## Task prompt
Count, please, the lines in the listing below that contain "edges", and reply with the count only.
━━━━━ Records shown
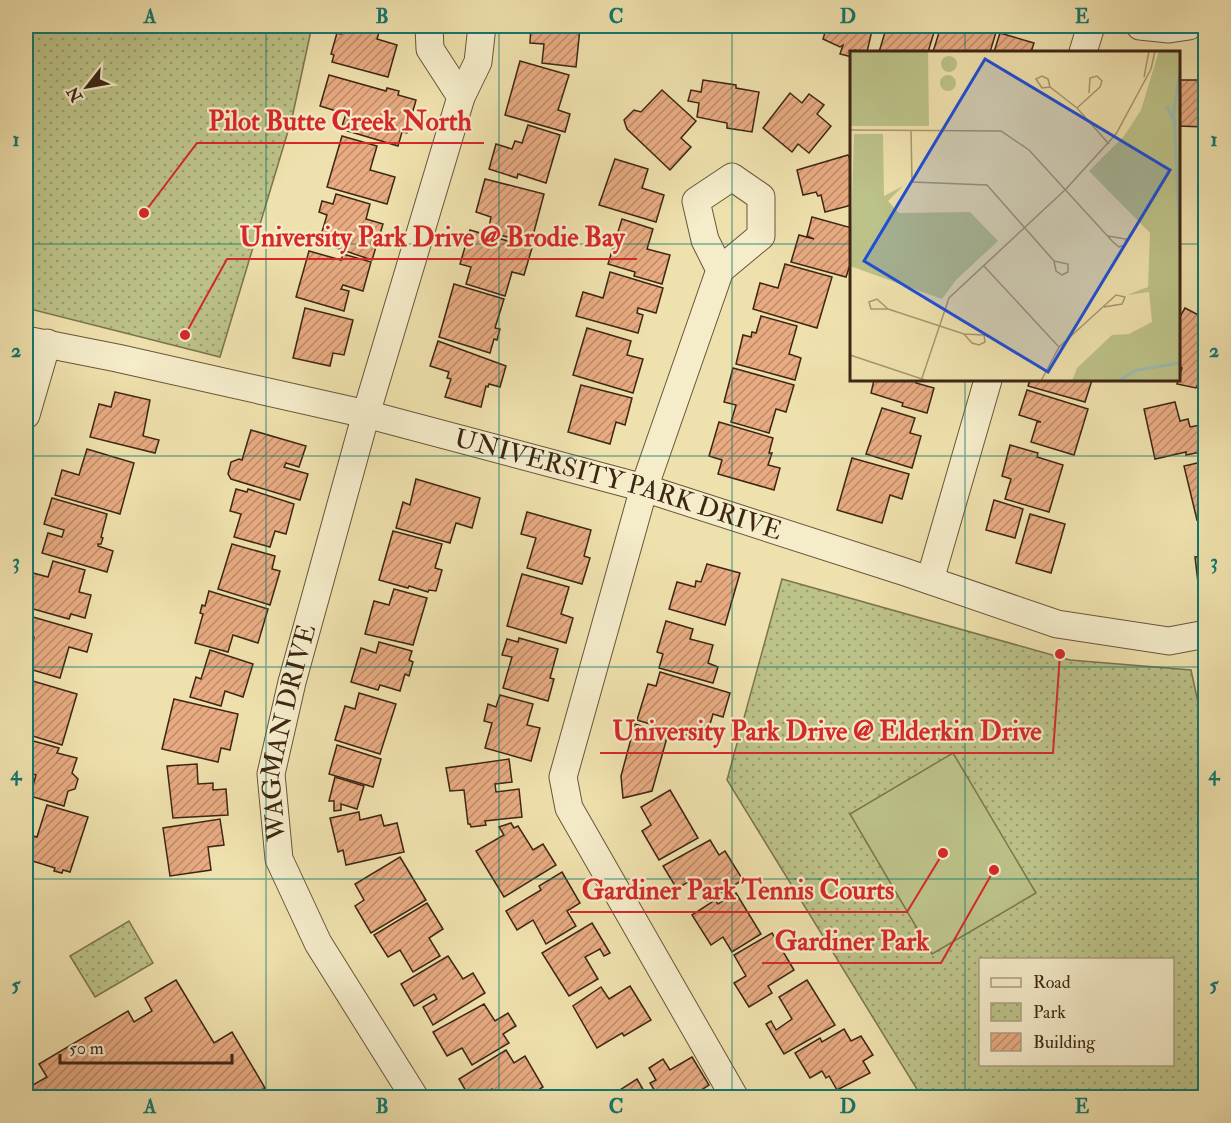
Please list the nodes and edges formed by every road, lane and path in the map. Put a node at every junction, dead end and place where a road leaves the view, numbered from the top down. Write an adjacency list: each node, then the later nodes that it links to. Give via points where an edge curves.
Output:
1 (429, 26): 7 (street, via 430,49)
2 (482, 26): 7 (street, WAGMAN DRIVE, via 478,62)
3 (1091, 26): 6 (street)
4 (1140, 26): 5 (street)
5 (1189, 26)
6 (1083, 51)
7 (460, 97): 11 (street, WAGMAN DRIVE)
8 (720, 270): 13 (street)
9 (36, 342): 11 (street, UNIVERSITY PARK DRIVE); 12 (street)
10 (988, 381): 14 (street)
11 (366, 414): 13 (street, UNIVERSITY PARK DRIVE); 16 (street, WAGMAN DRIVE, via 292,682 271,774 279,859 318,943)
12 (26, 415)
13 (644, 488): 14 (street, UNIVERSITY PARK DRIVE); 17 (street, via 563,777 569,808)
14 (930, 580): 15 (street, UNIVERSITY PARK DRIVE, via 1057,624 1169,640)
15 (1206, 634)
16 (415, 1098)
17 (735, 1098)

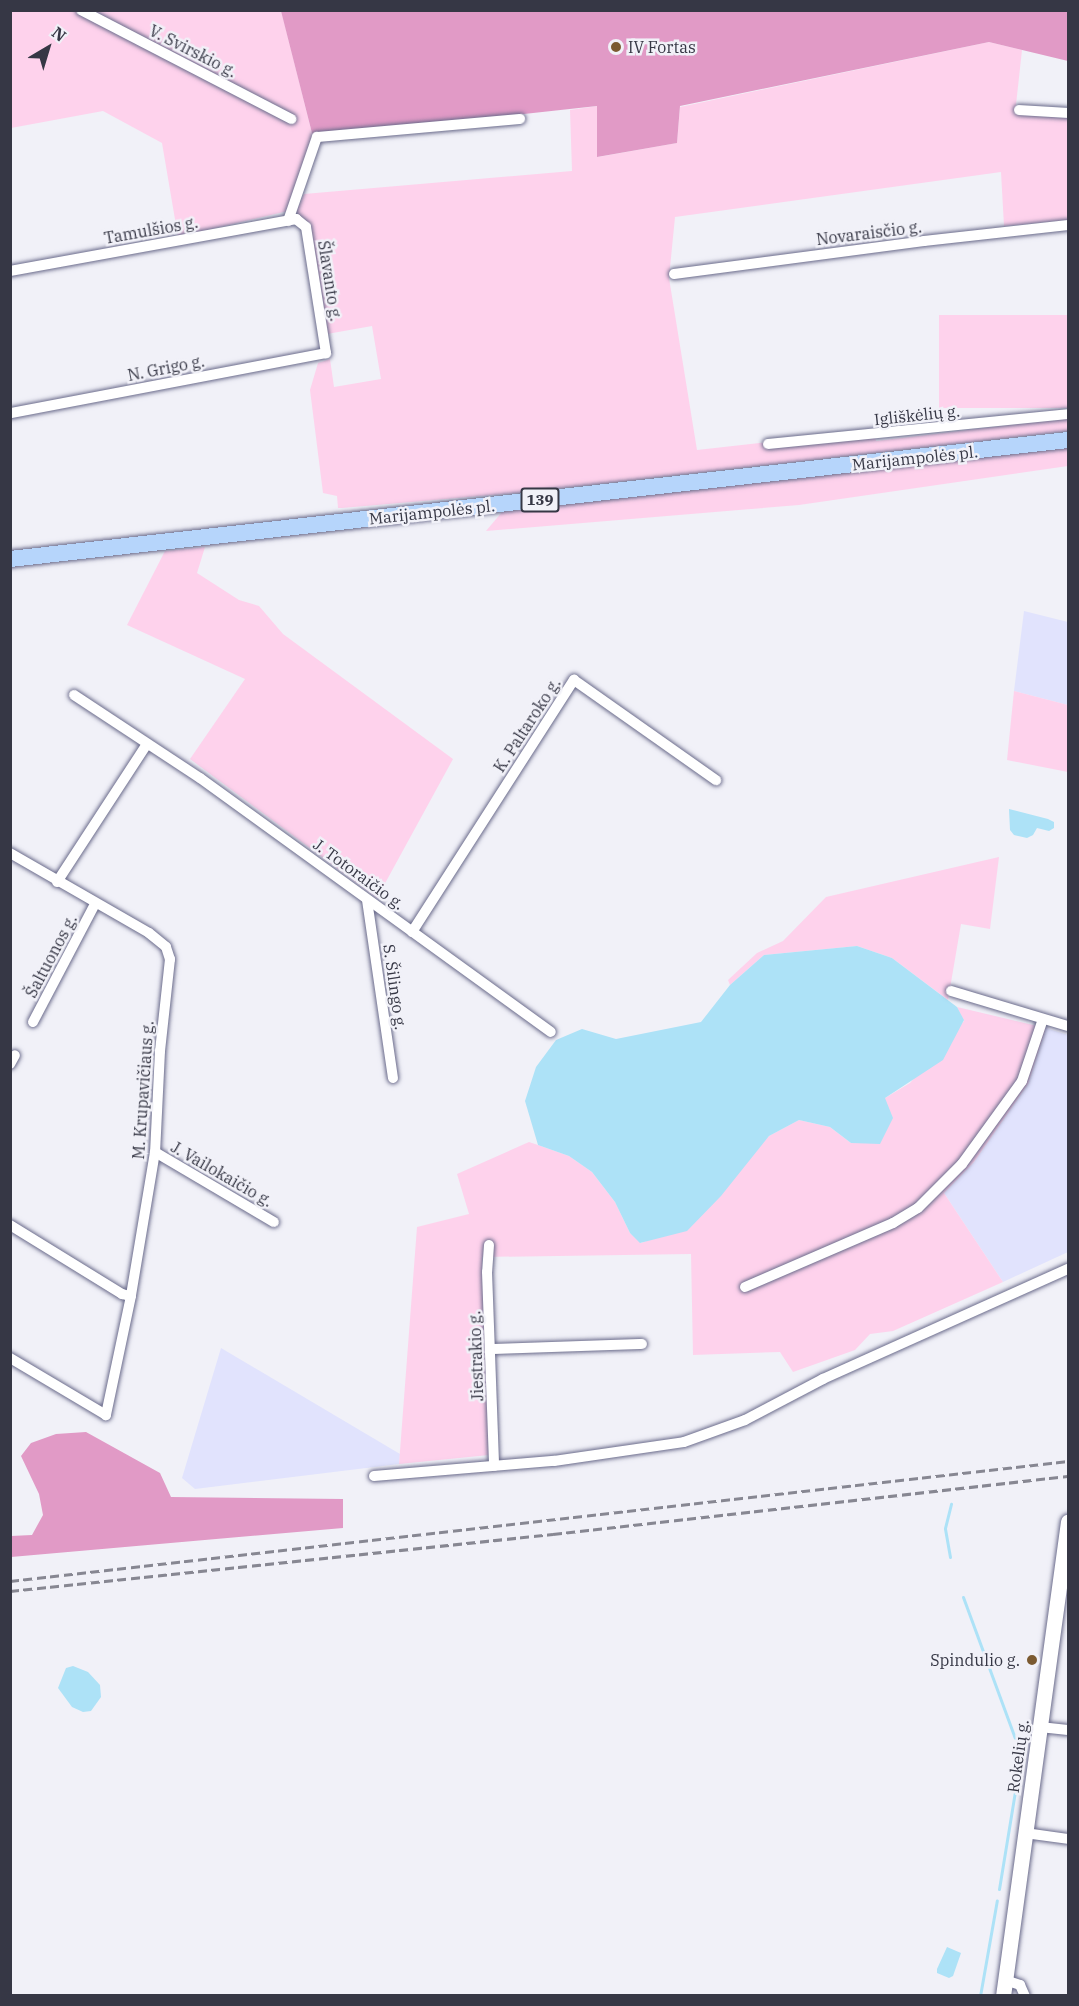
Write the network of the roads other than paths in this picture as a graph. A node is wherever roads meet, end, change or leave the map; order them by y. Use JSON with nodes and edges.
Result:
━━━━━━━━━━
## Solution to this task
2